Imprimir acórdão
Processo n.º 197/2012
3ª Secção
Relator: Conselheiro Carlos Fernandes Cadilha
Acordam na 3ª Secção do Tribunal Constitucional
1. Por Acórdão de 26 de abril de 2012, proferido nos presentes autos, decidiu o Tribunal Constitucional não julgar inconstitucional a norma do artigo 80.º, n.º 1, do Código Penal, interpretada no sentido de que o desconto de pena aí previsto só opera em relação a penas de prisão em que o arguido seja condenado, quando o facto que originou a condenação tenha sido praticado anteriormente à decisão final do processo no qual a medida de prisão preventiva foi aplicada, negando, em consequência, provimento ao recurso interposto pelo arguido A..
O recorrente veio arguir a nulidade do Acórdão, alegando, em síntese, que, tendo sido absolvido da prática dos crimes que justificaram a prisão preventiva cujo tempo quer ver descontado na pena de prisão em que foi condenado nos presentes autos, e não condenado (por crime futuro ou posterior), como se refere, por diversas vezes, no mencionado acórdão, incorreu a decisão em contradição insanável, vício que deve ser suprido mediante a prolação de novo acórdão que, relevando a absolvição do arguido nos invocados processos, julgue inconstitucional a norma sindicada.
O Ministério Público, em resposta, pugna pelo indeferimento do requerido, porquanto, contrariamente ao que pretende o recorrente, a absolvição só pode relevar, para o efeito do requerido desconto, se se verificarem os pressupostos previstos na norma do n.º 1 do artigo 80.º do Código Penal, que o Tribunal Constitucional, no acórdão em causa, não julgou inconstitucional, pelas razões que nele claramente se enunciam, não se verificando, pois, qualquer nulidade.
Cumpre apreciar e decidir.
2. Estabelece a alínea c) do n.º 1 do artigo 668.º do Código de Processo Civil, aplicável ex vi artigo 69.º da Lei do Tribunal Constitucional, que é nula a sentença quando os fundamentos estejam em oposição com a decisão, isto é, quando os fundamentos invocados para a justificar apontam logicamente em sentido oposto, ou pelo menos diferente, da decisão proferida.

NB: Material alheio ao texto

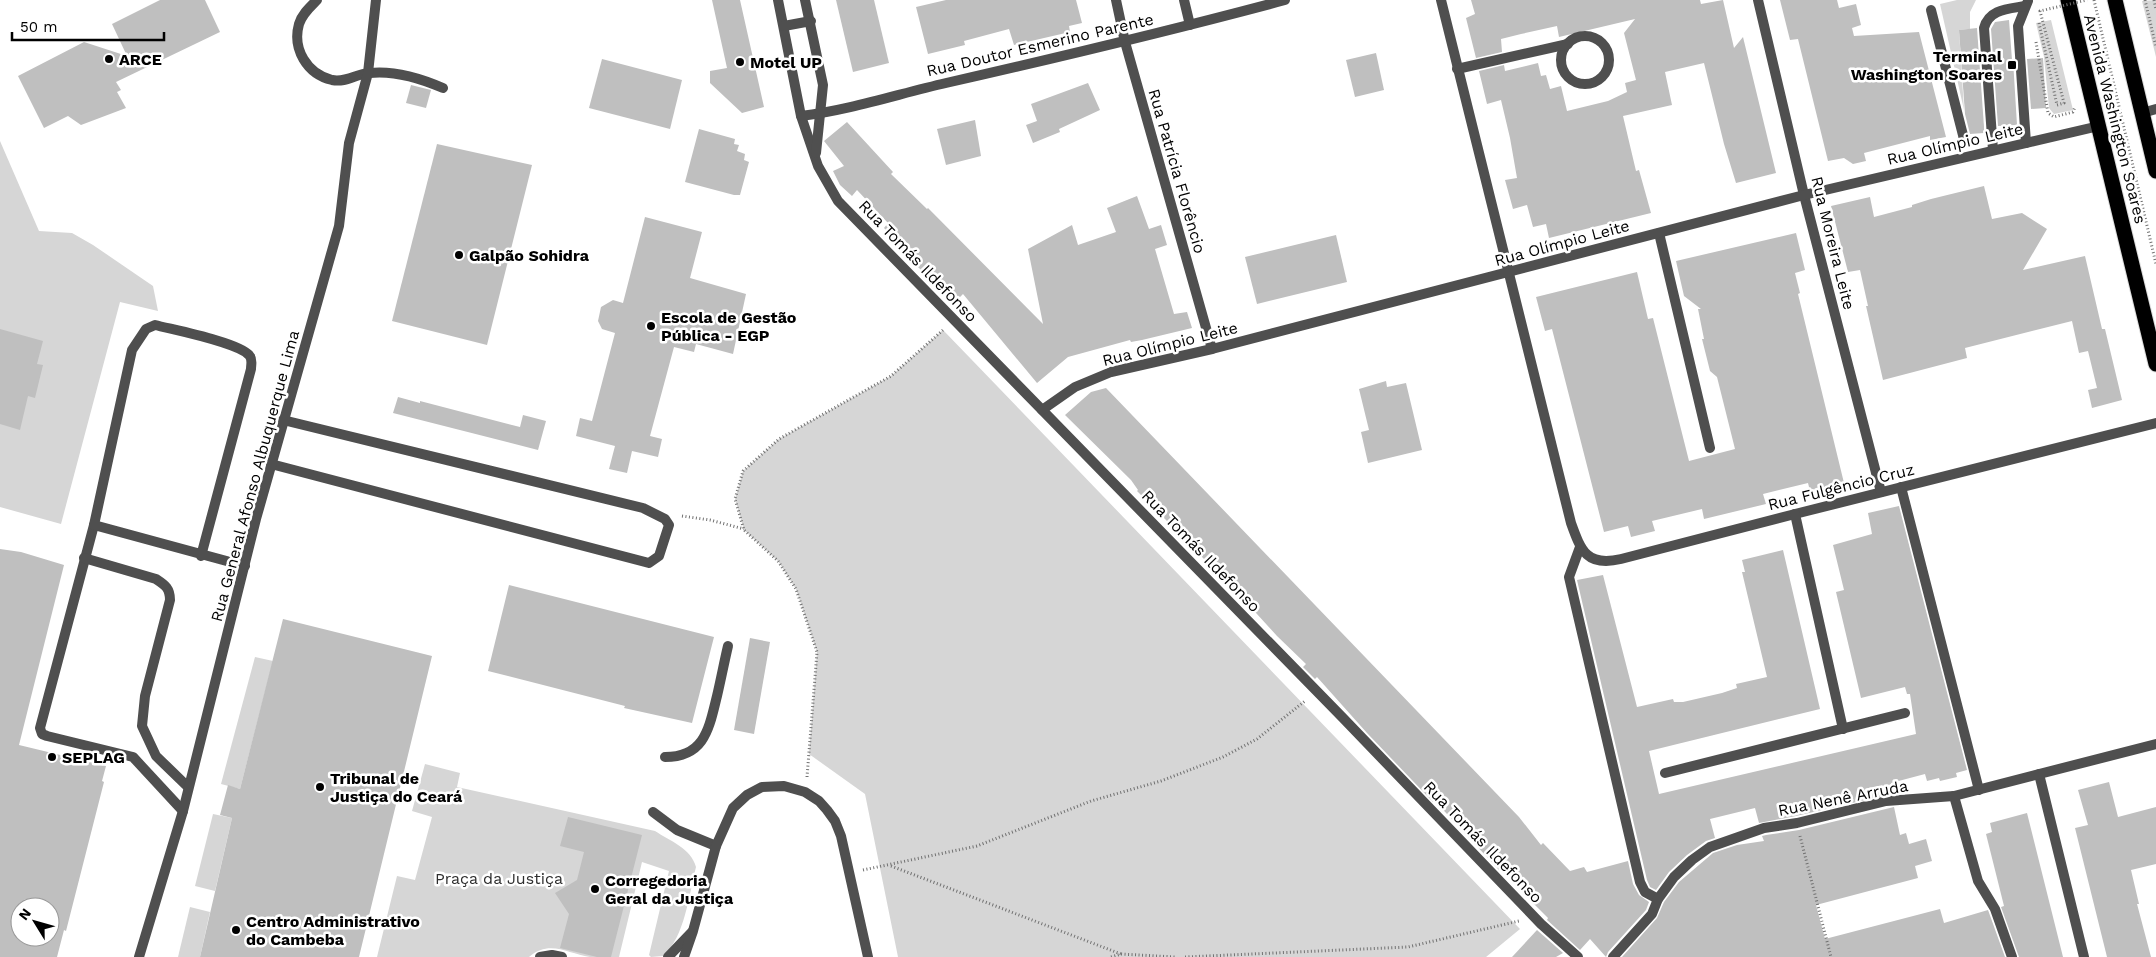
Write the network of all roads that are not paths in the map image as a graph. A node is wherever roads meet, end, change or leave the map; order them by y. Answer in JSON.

Invoca o recorrente, em concretização do vício de «contradição insanável» que ora vem arguir, que a circunstância de ter sido absolvido dos crimes cujos indícios justificaram cautelarmente a aplicação da medida de prisão preventiva, e não condenado por crime posterior ou futuro, impunha necessariamente, dir-se-á logicamente, que se decidisse no sentido da inconstitucionalidade da norma do n.º 1 do artigo 80.º do CP, na interpretação sindicada.
Não tem, contudo, manifestamente, razão.
Na verdade, e como sublinha o Ministério Público, não se olvidou que o arguido sofreu a aplicação de tal medida cautelar em processos em que veio a ser absolvido e não pronunciado, sendo essas, aliás, hipóteses contempladas na norma do artigo 80.º, n.º 1, do CP, para o efeito de se proceder ao desconto da prisão preventiva.
Mas o que estava em causa, no presente recurso, era saber se o requisito a que a lei condiciona, designadamente em tais hipóteses, o desconto da prisão preventiva (anterioridade do facto que determinou a condenação em relação à decisão final proferida no processo em cujo âmbito foi aplicada tal medida de coação), viola o princípio da igualdade consagrado no artigo 13.º da Constituição.
Ora, ponderou-se, no acórdão ora reclamado, que o objetivo do legislador, ao obstar a que o arguido que foi sujeito a medidas processuais privativas de liberdade num processo, no âmbito do qual não foi possível proceder-se ao respetivo desconto, na totalidade ou em parte, mantenha, a seu favor, um tempo de privação da liberdade de que possa vir a aproveitar, por via do desconto, em eventual condenação por crime futuro, não era desrazoável ou arbitrário mas fundamentado em razões inteligíveis e racionalmente apreensíveis, o que, por si, afasta a invocada violação do princípio da igualdade.
E não se descortina em que poderá ter consistido a incongruência lógica deste raciocínio. O que releva, para efeito da aplicação do disposto no artigo 80º, n.º 1, do Código Penal, é a anterioridade do facto pelo qual o arguido foi condenado em relação à decisão final do processo no âmbito do qual a prisão preventiva foi aplicada. E essa não é a situação dos autos, visto que os factos pelos quais o requerente foi condenado são posteriores à data das decisões finais de absolvição ou não pronúncia proferidas nos processos em que foram aplicadas as medidas de coação. Por isso o arguido não poderia beneficiar do desconto do tempo de prisão preventiva que sofreu em processo diferente daquele em que foi condenado. E o Tribunal Constitucional considerou, no acórdão reclamado, que o critério normativo adotado pelo legislador não implicava qualquer violação do princípio da igualdade.
Não há, como bem se vê, qualquer contradição entre os fundamentos do acórdão e a decisão final de não inconstitucionalidade nele proferida.
3. Pelo exposto, decide-se indeferir o requerido.
Custas pelo recorrente, fixando-se a taxa de justiça em 15 UC.
Lisboa, 23 de maio de 2012.- Carlos Fernandes Cadilha – Ana Guerra Martins – Vítor Gomes – Maria Lúcia Amaral – Gil Galvão.